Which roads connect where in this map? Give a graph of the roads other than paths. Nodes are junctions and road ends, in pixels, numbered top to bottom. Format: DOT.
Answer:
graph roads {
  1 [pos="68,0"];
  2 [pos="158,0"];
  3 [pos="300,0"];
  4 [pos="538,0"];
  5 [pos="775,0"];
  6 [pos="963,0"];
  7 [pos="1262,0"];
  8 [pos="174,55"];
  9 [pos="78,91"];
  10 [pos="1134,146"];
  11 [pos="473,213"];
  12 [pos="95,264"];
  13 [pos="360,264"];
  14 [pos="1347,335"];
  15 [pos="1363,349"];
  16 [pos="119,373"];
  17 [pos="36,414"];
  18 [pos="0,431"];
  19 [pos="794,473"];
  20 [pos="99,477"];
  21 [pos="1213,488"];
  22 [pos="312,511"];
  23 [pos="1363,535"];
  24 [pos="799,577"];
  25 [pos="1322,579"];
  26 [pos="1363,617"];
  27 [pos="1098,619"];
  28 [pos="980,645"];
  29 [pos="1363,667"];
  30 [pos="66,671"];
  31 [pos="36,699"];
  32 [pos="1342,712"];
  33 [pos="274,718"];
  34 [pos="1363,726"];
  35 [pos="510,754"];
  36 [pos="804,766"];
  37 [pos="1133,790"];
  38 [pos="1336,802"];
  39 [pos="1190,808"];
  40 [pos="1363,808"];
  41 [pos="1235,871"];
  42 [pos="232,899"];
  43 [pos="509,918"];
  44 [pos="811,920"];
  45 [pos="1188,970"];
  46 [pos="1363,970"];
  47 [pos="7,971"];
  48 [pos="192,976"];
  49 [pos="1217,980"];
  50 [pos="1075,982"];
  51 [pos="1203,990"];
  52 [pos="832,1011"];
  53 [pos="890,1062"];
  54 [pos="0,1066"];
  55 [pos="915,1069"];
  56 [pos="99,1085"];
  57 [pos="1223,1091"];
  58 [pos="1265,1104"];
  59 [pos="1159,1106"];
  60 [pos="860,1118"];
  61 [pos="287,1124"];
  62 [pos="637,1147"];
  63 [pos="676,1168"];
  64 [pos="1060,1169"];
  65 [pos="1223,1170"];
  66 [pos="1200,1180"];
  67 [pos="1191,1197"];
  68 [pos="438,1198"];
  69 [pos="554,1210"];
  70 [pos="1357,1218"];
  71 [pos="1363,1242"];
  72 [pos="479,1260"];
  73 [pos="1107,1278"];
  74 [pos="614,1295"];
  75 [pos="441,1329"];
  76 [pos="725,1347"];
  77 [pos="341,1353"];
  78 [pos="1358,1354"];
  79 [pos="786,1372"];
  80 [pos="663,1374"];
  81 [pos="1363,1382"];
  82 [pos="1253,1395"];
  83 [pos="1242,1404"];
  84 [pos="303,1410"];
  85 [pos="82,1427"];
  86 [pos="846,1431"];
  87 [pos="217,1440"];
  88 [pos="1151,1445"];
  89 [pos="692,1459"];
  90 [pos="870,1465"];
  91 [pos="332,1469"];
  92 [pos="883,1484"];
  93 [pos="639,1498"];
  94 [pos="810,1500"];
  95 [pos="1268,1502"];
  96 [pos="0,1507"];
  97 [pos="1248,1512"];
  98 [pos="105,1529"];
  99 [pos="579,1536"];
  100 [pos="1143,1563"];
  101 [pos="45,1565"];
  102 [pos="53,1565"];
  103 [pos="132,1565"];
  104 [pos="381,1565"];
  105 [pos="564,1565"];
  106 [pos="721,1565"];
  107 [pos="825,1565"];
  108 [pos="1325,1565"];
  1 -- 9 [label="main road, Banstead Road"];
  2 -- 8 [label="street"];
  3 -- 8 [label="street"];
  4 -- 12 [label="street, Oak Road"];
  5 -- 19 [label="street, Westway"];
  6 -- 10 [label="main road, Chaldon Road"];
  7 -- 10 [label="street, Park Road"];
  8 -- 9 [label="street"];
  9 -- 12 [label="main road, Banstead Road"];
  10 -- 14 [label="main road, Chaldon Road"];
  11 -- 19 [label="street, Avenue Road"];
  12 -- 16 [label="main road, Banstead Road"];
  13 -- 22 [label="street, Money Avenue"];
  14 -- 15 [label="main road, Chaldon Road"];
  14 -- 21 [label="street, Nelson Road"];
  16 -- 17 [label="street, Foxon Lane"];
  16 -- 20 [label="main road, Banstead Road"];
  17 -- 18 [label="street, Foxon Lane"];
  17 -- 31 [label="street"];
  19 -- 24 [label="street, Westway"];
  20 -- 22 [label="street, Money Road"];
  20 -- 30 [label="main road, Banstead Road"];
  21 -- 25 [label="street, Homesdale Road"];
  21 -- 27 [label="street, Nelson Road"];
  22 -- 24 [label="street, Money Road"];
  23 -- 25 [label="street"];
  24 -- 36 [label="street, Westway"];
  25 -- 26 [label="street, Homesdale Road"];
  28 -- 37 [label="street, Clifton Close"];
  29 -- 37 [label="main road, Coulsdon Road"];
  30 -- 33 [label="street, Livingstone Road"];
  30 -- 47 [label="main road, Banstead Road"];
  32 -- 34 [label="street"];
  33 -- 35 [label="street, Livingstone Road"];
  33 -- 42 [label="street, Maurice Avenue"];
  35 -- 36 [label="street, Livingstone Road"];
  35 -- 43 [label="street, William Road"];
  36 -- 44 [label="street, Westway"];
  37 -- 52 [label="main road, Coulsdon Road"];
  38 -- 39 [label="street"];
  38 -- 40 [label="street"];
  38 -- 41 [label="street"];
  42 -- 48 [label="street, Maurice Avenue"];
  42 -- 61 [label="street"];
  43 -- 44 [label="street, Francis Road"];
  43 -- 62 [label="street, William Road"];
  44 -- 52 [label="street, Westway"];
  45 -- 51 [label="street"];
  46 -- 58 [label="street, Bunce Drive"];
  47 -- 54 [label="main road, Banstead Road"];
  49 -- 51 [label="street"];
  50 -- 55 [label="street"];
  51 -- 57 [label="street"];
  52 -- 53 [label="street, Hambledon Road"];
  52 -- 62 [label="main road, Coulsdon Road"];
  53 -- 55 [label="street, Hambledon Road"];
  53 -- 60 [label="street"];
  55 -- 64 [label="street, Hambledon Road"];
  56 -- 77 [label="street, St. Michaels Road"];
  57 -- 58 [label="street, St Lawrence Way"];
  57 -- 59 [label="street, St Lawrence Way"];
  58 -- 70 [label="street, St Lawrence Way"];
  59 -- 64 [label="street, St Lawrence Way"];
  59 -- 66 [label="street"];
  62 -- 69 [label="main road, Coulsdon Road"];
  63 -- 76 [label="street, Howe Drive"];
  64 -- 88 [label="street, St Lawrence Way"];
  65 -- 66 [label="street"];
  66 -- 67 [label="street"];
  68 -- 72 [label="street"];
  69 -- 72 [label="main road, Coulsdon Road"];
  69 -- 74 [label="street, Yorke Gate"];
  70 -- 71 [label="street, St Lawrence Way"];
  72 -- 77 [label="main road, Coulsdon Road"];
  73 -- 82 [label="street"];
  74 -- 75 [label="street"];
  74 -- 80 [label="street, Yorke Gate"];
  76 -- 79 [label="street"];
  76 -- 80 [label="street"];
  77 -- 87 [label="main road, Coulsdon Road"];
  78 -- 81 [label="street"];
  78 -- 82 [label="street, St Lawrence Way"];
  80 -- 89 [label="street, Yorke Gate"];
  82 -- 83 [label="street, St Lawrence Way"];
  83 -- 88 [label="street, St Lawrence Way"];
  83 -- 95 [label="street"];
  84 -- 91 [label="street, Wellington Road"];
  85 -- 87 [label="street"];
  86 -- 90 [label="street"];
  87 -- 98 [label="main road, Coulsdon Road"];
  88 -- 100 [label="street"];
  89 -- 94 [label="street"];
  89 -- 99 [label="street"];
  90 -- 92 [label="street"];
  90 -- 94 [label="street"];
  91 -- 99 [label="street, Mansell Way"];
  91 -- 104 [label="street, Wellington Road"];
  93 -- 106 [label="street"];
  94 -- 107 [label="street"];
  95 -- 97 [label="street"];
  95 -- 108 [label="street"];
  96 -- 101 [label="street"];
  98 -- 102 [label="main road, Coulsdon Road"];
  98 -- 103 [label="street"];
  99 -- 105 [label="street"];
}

··········

Your instructions:
For the string "Money", return every line of the data where it appears.

Answer:
  13 -- 22 [label="street, Money Avenue"];
  20 -- 22 [label="street, Money Road"];
  22 -- 24 [label="street, Money Road"];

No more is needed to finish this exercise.